▶ [What you have to do]
Only the images are to be dropped; the records themselves must be repeated exactly.

▶ [Stored data]

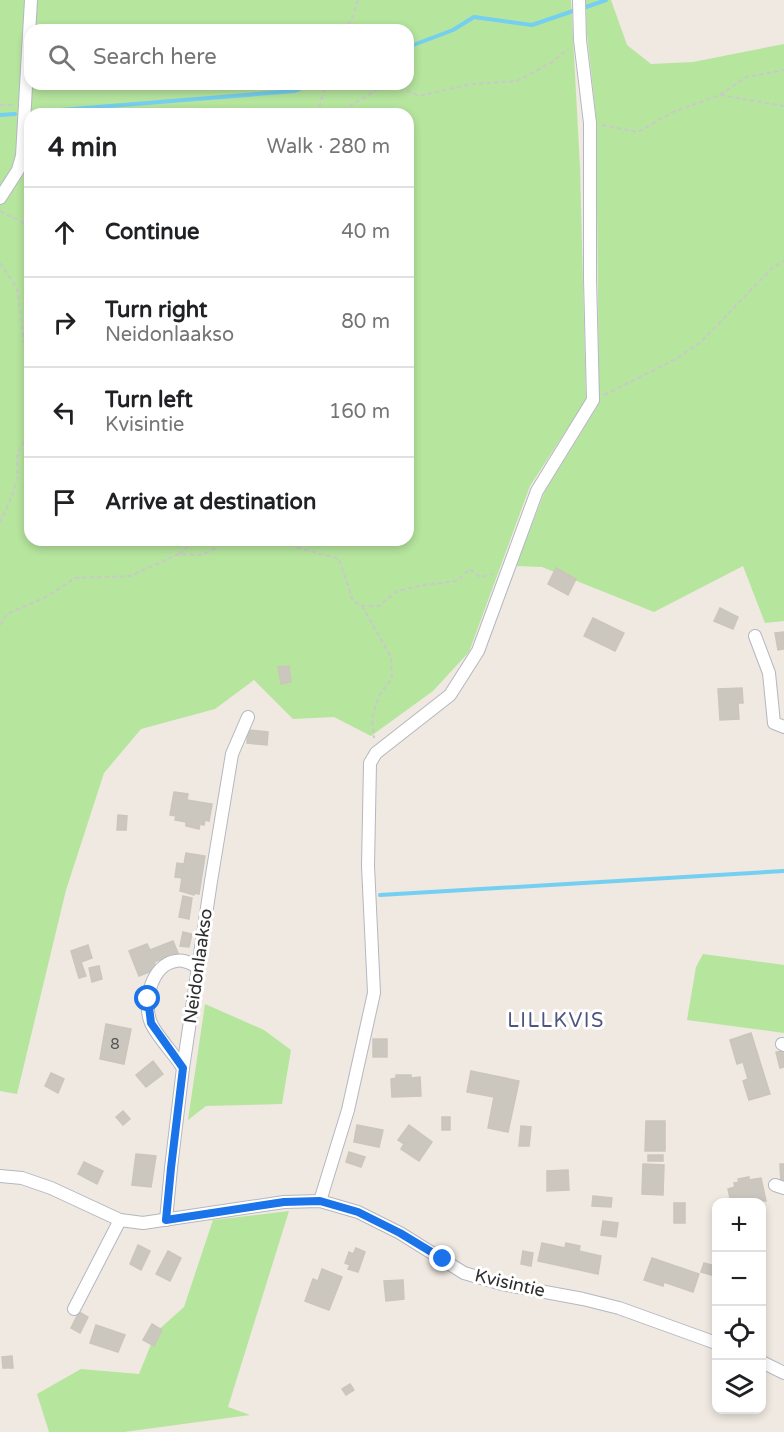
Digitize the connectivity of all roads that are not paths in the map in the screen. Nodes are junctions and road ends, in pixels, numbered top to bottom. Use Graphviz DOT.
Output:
graph roads {
  1 [pos="31,0"];
  2 [pos="579,0"];
  3 [pos="30,24"];
  4 [pos="26,90"];
  5 [pos="25,108"];
  6 [pos="24,121"];
  7 [pos="0,198"];
  8 [pos="755,636"];
  9 [pos="248,717"];
  10 [pos="784,727"];
  11 [pos="198,968"];
  12 [pos="183,1068"];
  13 [pos="0,1176"];
  14 [pos="320,1201"];
  15 [pos="120,1220"];
  16 [pos="166,1220"];
  17 [pos="74,1310"];
  18 [pos="712,1341"];
  19 [pos="766,1364"];
  20 [pos="784,1373"];
  1 -- 3 [label="street"];
  2 -- 14 [label="street"];
  4 -- 5 [label="street"];
  6 -- 7 [label="street"];
  8 -- 10 [label="street"];
  9 -- 11 [label="street, Neidonlaakso"];
  11 -- 12 [label="street, Neidonlaakso"];
  11 -- 12 [label="street"];
  12 -- 16 [label="street, Neidonlaakso"];
  13 -- 15 [label="street, Kvisintie"];
  14 -- 16 [label="street, Kvisintie"];
  14 -- 18 [label="street, Kvisintie"];
  15 -- 16 [label="street, Kvisintie"];
  15 -- 17 [label="street"];
  19 -- 20 [label="street"];
}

▶ [Written response]
Digitize the connectivity of all roads that are not paths in the map in the screen. Nodes are junctions and road ends, in pixels, numbered top to bottom. Use Graphviz DOT.
Output:
graph roads {
  1 [pos="31,0"];
  2 [pos="579,0"];
  3 [pos="30,24"];
  4 [pos="26,90"];
  5 [pos="25,108"];
  6 [pos="24,121"];
  7 [pos="0,198"];
  8 [pos="755,636"];
  9 [pos="248,717"];
  10 [pos="784,727"];
  11 [pos="198,968"];
  12 [pos="183,1068"];
  13 [pos="0,1176"];
  14 [pos="320,1201"];
  15 [pos="120,1220"];
  16 [pos="166,1220"];
  17 [pos="74,1310"];
  18 [pos="712,1341"];
  19 [pos="766,1364"];
  20 [pos="784,1373"];
  1 -- 3 [label="street"];
  2 -- 14 [label="street"];
  4 -- 5 [label="street"];
  6 -- 7 [label="street"];
  8 -- 10 [label="street"];
  9 -- 11 [label="street, Neidonlaakso"];
  11 -- 12 [label="street, Neidonlaakso"];
  11 -- 12 [label="street"];
  12 -- 16 [label="street, Neidonlaakso"];
  13 -- 15 [label="street, Kvisintie"];
  14 -- 16 [label="street, Kvisintie"];
  14 -- 18 [label="street, Kvisintie"];
  15 -- 16 [label="street, Kvisintie"];
  15 -- 17 [label="street"];
  19 -- 20 [label="street"];
}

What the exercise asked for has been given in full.